### [Working data]

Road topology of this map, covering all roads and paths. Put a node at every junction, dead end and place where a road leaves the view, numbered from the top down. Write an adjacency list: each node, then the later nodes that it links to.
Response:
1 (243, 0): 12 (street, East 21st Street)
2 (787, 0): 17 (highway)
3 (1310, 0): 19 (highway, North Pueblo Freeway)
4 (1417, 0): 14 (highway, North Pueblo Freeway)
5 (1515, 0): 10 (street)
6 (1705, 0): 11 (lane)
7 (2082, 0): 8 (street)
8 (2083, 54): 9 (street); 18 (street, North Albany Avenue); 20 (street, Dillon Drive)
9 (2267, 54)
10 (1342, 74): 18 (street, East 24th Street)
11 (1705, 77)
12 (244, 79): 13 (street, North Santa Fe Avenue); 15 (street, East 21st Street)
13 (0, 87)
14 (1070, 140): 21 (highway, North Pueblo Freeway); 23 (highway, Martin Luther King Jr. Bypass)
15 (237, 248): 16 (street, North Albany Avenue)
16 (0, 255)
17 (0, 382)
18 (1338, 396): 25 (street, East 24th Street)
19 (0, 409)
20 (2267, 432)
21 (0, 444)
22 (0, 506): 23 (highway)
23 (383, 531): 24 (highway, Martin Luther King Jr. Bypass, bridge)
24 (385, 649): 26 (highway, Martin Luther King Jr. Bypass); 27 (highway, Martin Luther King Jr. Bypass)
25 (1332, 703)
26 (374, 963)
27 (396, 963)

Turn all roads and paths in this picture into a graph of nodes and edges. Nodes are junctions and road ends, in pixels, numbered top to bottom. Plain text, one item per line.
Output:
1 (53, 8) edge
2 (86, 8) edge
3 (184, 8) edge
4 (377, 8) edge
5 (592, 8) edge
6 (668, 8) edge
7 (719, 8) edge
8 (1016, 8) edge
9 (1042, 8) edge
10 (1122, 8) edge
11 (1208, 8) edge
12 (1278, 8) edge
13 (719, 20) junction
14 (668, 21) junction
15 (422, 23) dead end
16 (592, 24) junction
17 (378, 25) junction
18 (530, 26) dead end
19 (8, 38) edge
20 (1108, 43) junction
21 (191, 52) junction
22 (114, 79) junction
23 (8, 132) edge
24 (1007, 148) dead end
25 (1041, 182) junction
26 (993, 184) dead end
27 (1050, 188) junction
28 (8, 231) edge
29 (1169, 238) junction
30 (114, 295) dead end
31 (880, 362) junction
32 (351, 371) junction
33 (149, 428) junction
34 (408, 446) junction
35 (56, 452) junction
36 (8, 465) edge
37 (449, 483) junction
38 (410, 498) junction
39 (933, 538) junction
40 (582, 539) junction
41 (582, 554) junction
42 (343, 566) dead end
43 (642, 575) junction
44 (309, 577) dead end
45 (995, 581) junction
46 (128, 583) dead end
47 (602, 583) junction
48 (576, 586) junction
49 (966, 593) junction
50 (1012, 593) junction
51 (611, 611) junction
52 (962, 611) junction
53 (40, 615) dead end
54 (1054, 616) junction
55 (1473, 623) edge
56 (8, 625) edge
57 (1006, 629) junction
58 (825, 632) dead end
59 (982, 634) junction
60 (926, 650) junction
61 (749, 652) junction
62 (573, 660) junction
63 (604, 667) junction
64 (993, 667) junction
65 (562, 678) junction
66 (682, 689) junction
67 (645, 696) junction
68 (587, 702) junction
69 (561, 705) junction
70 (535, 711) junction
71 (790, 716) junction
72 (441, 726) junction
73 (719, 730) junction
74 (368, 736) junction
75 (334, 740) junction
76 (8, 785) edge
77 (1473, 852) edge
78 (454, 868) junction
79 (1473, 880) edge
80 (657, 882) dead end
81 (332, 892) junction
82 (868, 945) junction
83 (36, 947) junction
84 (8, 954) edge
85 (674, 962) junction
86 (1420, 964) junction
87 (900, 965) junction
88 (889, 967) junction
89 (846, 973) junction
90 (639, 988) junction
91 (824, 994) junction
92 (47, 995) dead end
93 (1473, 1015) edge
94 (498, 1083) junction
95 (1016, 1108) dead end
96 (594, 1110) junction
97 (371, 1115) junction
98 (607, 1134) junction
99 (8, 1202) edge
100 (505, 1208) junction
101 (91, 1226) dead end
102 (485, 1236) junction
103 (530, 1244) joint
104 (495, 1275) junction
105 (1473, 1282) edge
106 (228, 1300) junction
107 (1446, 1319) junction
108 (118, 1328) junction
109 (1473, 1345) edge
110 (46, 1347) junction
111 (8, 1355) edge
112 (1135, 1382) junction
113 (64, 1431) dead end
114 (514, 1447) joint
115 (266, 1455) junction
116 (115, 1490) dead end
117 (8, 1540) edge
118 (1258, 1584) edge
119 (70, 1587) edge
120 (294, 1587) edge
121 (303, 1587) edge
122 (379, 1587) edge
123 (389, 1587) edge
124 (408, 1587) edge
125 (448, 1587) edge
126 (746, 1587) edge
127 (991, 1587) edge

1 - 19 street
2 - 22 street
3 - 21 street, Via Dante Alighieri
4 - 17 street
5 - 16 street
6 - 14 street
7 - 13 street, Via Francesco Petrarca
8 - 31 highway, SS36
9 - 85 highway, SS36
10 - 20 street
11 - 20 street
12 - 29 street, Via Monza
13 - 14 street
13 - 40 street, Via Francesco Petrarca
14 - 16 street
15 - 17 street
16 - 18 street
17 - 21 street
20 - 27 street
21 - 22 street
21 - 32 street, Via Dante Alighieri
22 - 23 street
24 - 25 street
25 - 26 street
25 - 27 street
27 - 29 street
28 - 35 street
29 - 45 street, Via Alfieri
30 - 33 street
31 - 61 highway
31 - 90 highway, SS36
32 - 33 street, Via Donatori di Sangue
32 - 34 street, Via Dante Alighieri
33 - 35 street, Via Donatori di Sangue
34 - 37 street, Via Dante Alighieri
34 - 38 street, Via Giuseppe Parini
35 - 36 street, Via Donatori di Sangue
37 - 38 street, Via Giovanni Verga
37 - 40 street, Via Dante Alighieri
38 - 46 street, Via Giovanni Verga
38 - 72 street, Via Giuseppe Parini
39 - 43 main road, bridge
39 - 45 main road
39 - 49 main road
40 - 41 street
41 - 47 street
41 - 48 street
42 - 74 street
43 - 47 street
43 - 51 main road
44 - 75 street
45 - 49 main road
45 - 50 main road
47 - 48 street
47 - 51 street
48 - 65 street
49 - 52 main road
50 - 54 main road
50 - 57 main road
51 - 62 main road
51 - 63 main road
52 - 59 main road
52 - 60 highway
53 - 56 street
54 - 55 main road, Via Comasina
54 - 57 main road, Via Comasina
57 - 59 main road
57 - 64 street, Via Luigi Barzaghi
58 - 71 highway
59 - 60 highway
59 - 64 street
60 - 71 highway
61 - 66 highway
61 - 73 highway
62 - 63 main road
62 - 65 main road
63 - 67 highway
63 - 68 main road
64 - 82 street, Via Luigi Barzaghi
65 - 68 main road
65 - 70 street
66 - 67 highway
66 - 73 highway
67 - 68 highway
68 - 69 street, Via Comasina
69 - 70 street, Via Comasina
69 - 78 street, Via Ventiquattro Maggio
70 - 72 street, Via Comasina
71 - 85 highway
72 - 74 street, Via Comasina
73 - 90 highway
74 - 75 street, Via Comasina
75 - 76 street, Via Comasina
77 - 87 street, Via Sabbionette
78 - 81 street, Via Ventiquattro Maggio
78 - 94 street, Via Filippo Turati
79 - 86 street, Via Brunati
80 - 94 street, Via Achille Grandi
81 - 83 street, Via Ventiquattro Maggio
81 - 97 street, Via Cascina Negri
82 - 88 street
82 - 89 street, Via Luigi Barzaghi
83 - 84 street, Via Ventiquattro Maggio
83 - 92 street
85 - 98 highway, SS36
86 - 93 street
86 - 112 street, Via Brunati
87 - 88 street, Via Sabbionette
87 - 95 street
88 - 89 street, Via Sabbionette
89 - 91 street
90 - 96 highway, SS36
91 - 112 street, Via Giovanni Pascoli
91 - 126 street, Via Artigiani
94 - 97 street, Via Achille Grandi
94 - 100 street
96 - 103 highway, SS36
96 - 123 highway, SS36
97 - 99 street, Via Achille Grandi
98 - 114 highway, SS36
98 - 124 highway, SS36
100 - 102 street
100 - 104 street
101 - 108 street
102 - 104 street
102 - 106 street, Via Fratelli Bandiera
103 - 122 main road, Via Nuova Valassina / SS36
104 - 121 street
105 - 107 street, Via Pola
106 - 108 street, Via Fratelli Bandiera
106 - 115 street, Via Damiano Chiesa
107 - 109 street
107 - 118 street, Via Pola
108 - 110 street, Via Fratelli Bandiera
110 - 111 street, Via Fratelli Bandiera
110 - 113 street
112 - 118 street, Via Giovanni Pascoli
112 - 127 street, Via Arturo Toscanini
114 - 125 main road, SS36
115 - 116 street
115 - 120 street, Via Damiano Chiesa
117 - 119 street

### [About this exercise]
Each line in the records above with "Francesco" must be returned.

### [Problem solution]
7 - 13 street, Via Francesco Petrarca
13 - 40 street, Via Francesco Petrarca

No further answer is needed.